The petitioners in this case on the basis of expert’s opinion of Professor
Jai Krishna and foreign expert James D. Brune submitted that as an extra
precautionary measure 3-D Non-Linear Analysis of the dam should be
undertaken to evaluate its performance against the maximum possible
earthquake. A simulated Dam Break Analysis (DBA) has also been suggested by
the four experts as a matter of abundant caution.
On behalf of the respondents the counsel separately appearing for different
departments and the project authorities have taken uniform stand that 3-D
Non-Linear Analysis is neither essential nor feasible for want of necessary
competent expertise in India and even abroad. It has also been argued that
challenge to safety aspects have been negatived in the earlier decision of
this Court rendered in 1992 and the project was allowed to go ahead and by
now has progressed to a very large extent.

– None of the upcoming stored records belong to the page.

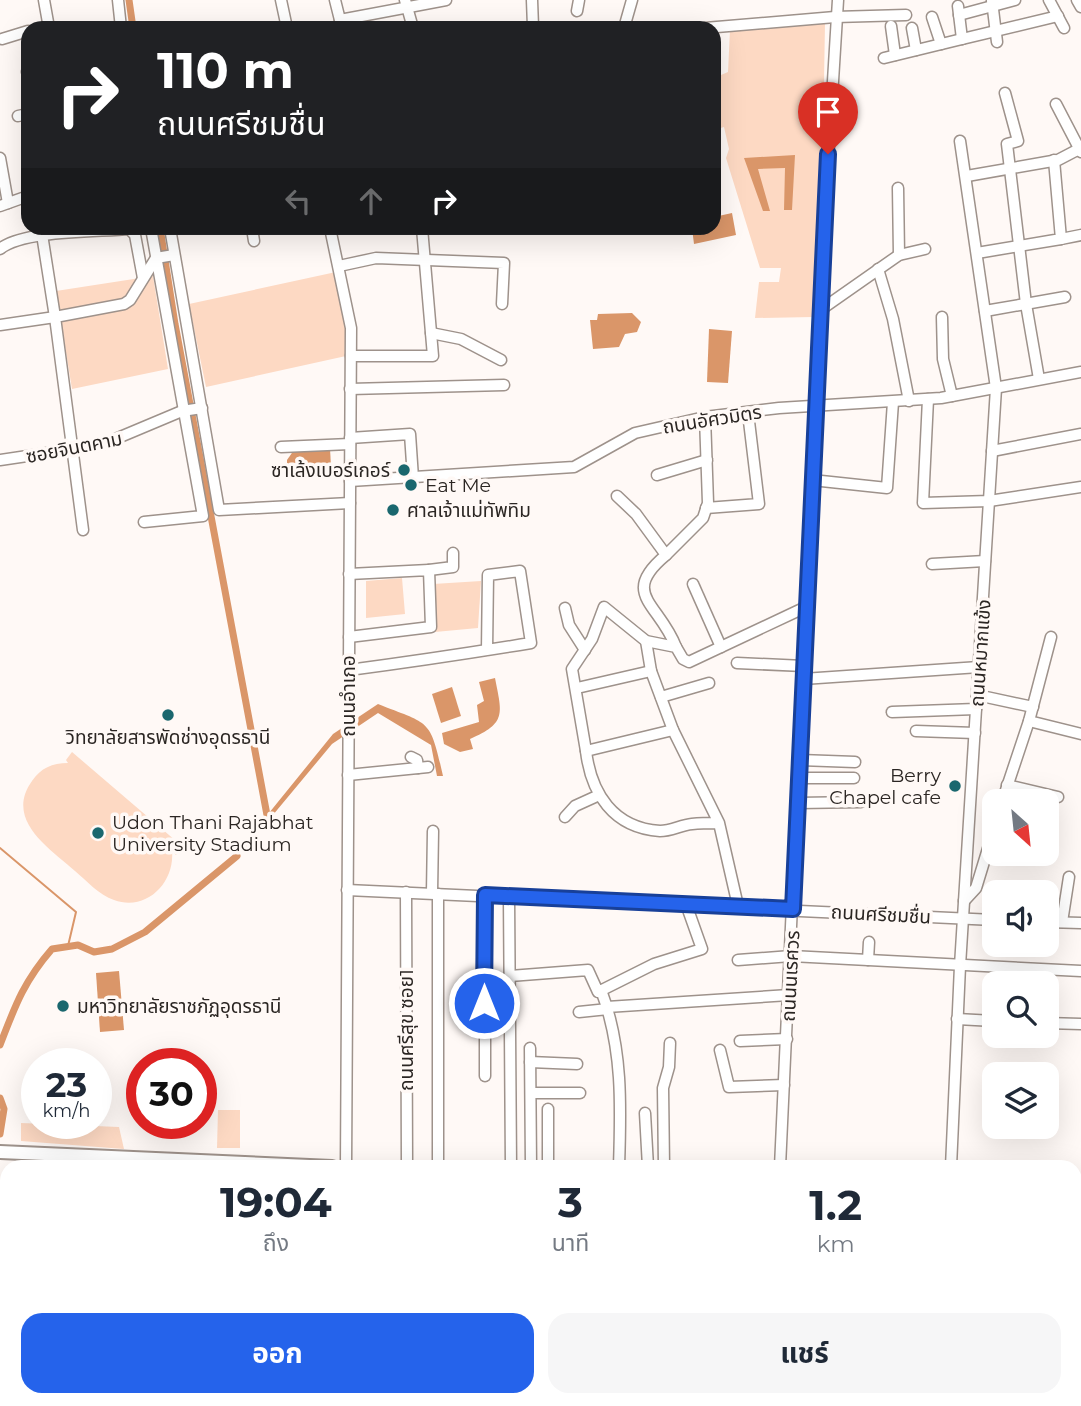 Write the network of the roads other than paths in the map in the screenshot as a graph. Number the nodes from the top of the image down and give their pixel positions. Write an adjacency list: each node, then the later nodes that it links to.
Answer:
1 (44, 0): 21 (street)
2 (118, 0): 22 (street)
3 (281, 0): 23 (street)
4 (335, 0): 24 (street)
5 (446, 0): 14 (street)
6 (532, 0): 27 (street)
7 (579, 0): 16 (street)
8 (632, 0): 28 (street)
9 (838, 0): 19 (street, ถนนนเรศวร)
10 (1015, 0): 13 (street)
11 (1049, 0): 18 (street)
12 (1077, 0): 15 (street)
13 (992, 2): 34 (street); 36 (street)
14 (406, 4): 25 (street); 26 (street)
15 (1081, 7)
16 (577, 11)
17 (906, 15): 19 (street)
18 (1058, 16): 31 (street); 34 (street)
19 (835, 17): 30 (street); 77 (street, ถนนนเรศวร)
20 (932, 17): 37 (street)
21 (45, 21)
22 (120, 21)
23 (286, 21)
24 (341, 21)
25 (352, 21)
26 (411, 21)
27 (531, 21)
28 (626, 21)
29 (891, 26): 39 (street)
30 (721, 27)
31 (1064, 27)
32 (912, 28): 38 (street)
33 (21, 33): 35 (street)
34 (996, 37): 36 (street)
35 (2, 39)
36 (962, 39): 37 (street)
37 (941, 44): 38 (street)
38 (916, 50): 39 (street)
39 (895, 55): 40 (street)
40 (884, 58)
41 (1005, 93): 47 (street)
42 (1056, 104): 44 (street)
43 (960, 141): 48 (street, ถนนหมากแข้ง)
44 (1081, 149): 46 (street)
45 (0, 158): 51 (street)
46 (1054, 160): 47 (street); 61 (street)
47 (1009, 167): 48 (street); 63 (street)
48 (967, 176): 66 (street, ถนนหมากแข้ง)
49 (898, 188): 68 (street)
50 (21, 198): 51 (street)
51 (4, 204)
52 (33, 235): 64 (street)
53 (42, 235): 79 (street)
54 (135, 235): 73 (street)
55 (152, 235): 69 (street)
56 (171, 235): 67 (street)
57 (253, 235): 62 (street)
58 (332, 235): 71 (street, ถนนอำเภอ)
59 (423, 235): 70 (street)
60 (1081, 235): 61 (street)
61 (1061, 239): 63 (street)
62 (254, 241)
63 (1019, 246): 66 (street); 76 (street)
64 (0, 249)
65 (925, 249): 68 (street)
66 (977, 253): 78 (street, ถนนหมากแข้ง)
67 (174, 255): 69 (street); 95 (street)
68 (899, 255): 72 (street)
69 (156, 258): 73 (street); 95 (street)
70 (426, 258): 71 (street); 75 (street); 82 (street)
71 (339, 267): 83 (street, ถนนอำเภอ)
72 (878, 269): 77 (street); 92 (street)
73 (143, 278): 79 (street)
74 (1065, 297): 76 (street)
75 (502, 304)
76 (1026, 304): 78 (street); 86 (street)
77 (819, 311): 94 (street, ถนนนเรศวร)
78 (985, 311): 89 (street, ถนนหมากแข้ง)
79 (55, 317): 81 (street); 101 (street)
80 (942, 317): 90 (street)
81 (0, 325)
82 (431, 333): 83 (street); 84 (street)
83 (351, 356): 88 (street, ถนนอำเภอ)
84 (500, 360)
85 (1081, 372): 86 (street, ถนนอัศวมิตร)
86 (1039, 379): 89 (street, ถนนอัศวมิตร)
87 (504, 385): 88 (street)
88 (351, 388): 99 (street, ถนนอำเภอ)
89 (996, 388): 90 (street, ถนนอัศวมิตร); 102 (street, ถนนหมากแข้ง)
90 (952, 396): 91 (street, ถนนอัศวมิตร)
91 (928, 399): 92 (street, ถนนอัศวมิตร); 111 (street)
92 (909, 401): 93 (street, ถนนอัศวมิตร)
93 (893, 402): 94 (street, ถนนอัศวมิตร); 107 (street)
94 (815, 407): 96 (street, ถนนอัศวมิตร); 107 (street, ถนนนเรศวร)
95 (191, 410): 101 (street, ซอยจินตคาม); 112 (street); 114 (street)
96 (748, 414): 97 (street, ถนนอัศวมิตร); 113 (street)
97 (705, 417): 104 (street); 106 (street, ถนนอัศวมิตร)
98 (1081, 435): 102 (street)
99 (350, 441): 100 (street); 106 (street); 108 (street, ถนนอำเภอ)
100 (281, 447)
101 (74, 450): 103 (street, ซอยจินตคาม); 115 (street)
102 (992, 451): 111 (street, ถนนหมากแข้ง)
103 (0, 460)
104 (707, 460): 105 (street); 113 (street)
105 (657, 475)
106 (412, 478): 108 (street, ถนนอัศวมิตร)
107 (812, 480): 123 (street, ถนนนเรศวร)
108 (350, 481): 112 (street, ถนนอำเภอ)
109 (1081, 487): 111 (street)
110 (617, 496): 117 (street)
111 (989, 501): 118 (street, ถนนหมากแข้ง)
112 (350, 503): 121 (street, ถนนอำเภอ)
113 (706, 508): 117 (street)
114 (144, 522)
115 (83, 530)
116 (453, 553): 120 (street)
117 (667, 555): 128 (street)
118 (985, 561): 119 (street); 134 (street, ถนนหมากแข้ง)
119 (932, 564)
120 (429, 570): 121 (street); 125 (street)
121 (349, 574): 125 (street, ถนนอำเภอ)
122 (693, 584): 129 (street)
123 (806, 607): 129 (street); 133 (street, ถนนนเรศวร)
124 (565, 608): 131 (street)
125 (349, 637): 135 (street, ถนนอำเภอ)
126 (1051, 637): 142 (street)
127 (646, 641): 128 (street); 131 (street); 136 (street)
128 (676, 647): 129 (street)
129 (721, 647)
130 (487, 650): 130 (street); 135 (street)
131 (585, 650): 139 (street)
132 (737, 663): 133 (street)
133 (804, 666): 137 (street, ถนนนเรศวร)
134 (979, 667): 137 (street); 140 (street, ถนนหมากแข้ง)
135 (349, 670): 154 (street, ถนนอำเภอ)
136 (651, 671): 139 (street); 141 (street)
137 (803, 679): 152 (street, ถนนนเรศวร)
138 (709, 683): 141 (street)
139 (577, 688): 150 (street)
140 (977, 695): 142 (street); 143 (street, ถนนหมากแข้ง)
141 (661, 697): 146 (street)
142 (1033, 707): 145 (street)
143 (976, 709): 144 (street); 148 (street, ถนนหมากแข้ง)
144 (892, 712)
145 (1029, 721): 149 (street); 157 (street)
146 (673, 730): 150 (street); 164 (street)
147 (916, 732): 148 (street)
148 (975, 733): 173 (street, ถนนหมากแข้ง)
149 (1081, 734)
150 (586, 751): 160 (street)
151 (411, 757): 154 (street)
152 (800, 760): 153 (street); 155 (street, ถนนนเรศวร)
153 (855, 762)
154 (348, 775): 168 (street, ถนนอำเภอ)
155 (799, 778): 156 (street); 162 (street, ถนนนเรศวร)
156 (855, 778)
157 (1007, 785): 158 (street); 159 (street)
158 (1006, 789)
159 (1024, 789)
160 (597, 796): 163 (street); 164 (street)
161 (860, 802): 162 (street)
162 (798, 803): 176 (street, ถนนนเรศวร)
163 (565, 817)
164 (719, 823): 175 (street)
165 (433, 831): 170 (street)
166 (983, 866): 173 (street)
167 (1069, 877): 179 (street)
168 (347, 890): 169 (street, ถนนศรีชมชื่น); 211 (street, ถนนอำเภอ)
169 (405, 892): 170 (street, ถนนศรีชมชื่น); 212 (street, ถนนศรีสุข ซอย1)
170 (435, 893): 171 (street, ถนนศรีชมชื่น); 213 (street)
171 (485, 895): 172 (street, ถนนศรีชมชื่น); 203 (street)
172 (509, 897): 174 (street, ถนนศรีชมชื่น); 187 (street)
173 (964, 901): 177 (street, ถนนหมากแข้ง)
174 (686, 904): 175 (street, ถนนศรีชมชื่น); 188 (street)
175 (738, 906): 176 (street, ถนนศรีชมชื่น)
176 (793, 909): 177 (street, ถนนศรีชมชื่น); 182 (street, ถนนนเรศวร)
177 (963, 918): 178 (street, ถนนศรีชมชื่น); 185 (street, ถนนหมากแข้ง)
178 (982, 919)
179 (1062, 922): 180 (street)
180 (1081, 923)
181 (869, 942): 184 (street)
182 (791, 956): 183 (street); 184 (street); 189 (street, ถนนนเรศวร)
183 (738, 960)
184 (868, 960): 185 (street)
185 (960, 966): 186 (street); 192 (street, ถนนหมากแข้ง)
186 (1081, 971)
187 (510, 976): 188 (street); 214 (street)
188 (601, 990): 190 (street)
189 (789, 995): 190 (street); 196 (street, ถนนนเรศวร)
190 (608, 1008): 191 (street); 217 (street)
191 (579, 1012)
192 (957, 1019): 193 (street); 221 (street, ถนนหมากแข้ง)
193 (982, 1020)
194 (1059, 1023): 195 (street)
195 (1081, 1024)
196 (786, 1039): 197 (street); 204 (street, ถนนนเรศวร)
197 (740, 1041)
198 (670, 1043): 219 (street)
199 (530, 1048): 201 (street)
200 (720, 1050): 204 (street)
201 (530, 1062): 202 (street); 205 (street)
202 (577, 1064)
203 (485, 1076)
204 (784, 1085): 220 (street, ถนนนเรศวร)
205 (531, 1093): 206 (street); 215 (street)
206 (580, 1093)
207 (548, 1109): 216 (street)
208 (645, 1114): 218 (street)
209 (0, 1152): 210 (main road)
210 (177, 1160)
211 (346, 1160)
212 (407, 1160)
213 (438, 1160)
214 (511, 1160)
215 (531, 1160)
216 (548, 1160)
217 (619, 1160)
218 (648, 1160)
219 (664, 1160)
220 (780, 1160)
221 (951, 1160)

On the safety aspect of the dam particularly when the location of the dam
is in a highly earthquake prone zone in the valleys of Himalayas, all
additional safeguards are required to be undertaken on the ’precautionary
principle’ as contained in ’the RIO Declaration on Environment and
Development’ taken in the United Nation conference held in January 1992 to
which India is a party. The precautionary principle in RIO declaration
reads:
"In order to protect the environment, the precautionary approach shall be
widely applied by State accordingly to their capabilities. Where there are
threats of series of reversible damage lack of full scientific certainty
shall not be used as a reason for postponing cost effective measures to
prevent environment degradation"
[Emphasis supplied]
The precautionary principle accepted by India being a party and
significatory to international agreement and understandings in the field of
environment has become part of domestic law i.e. Environmental (Protection)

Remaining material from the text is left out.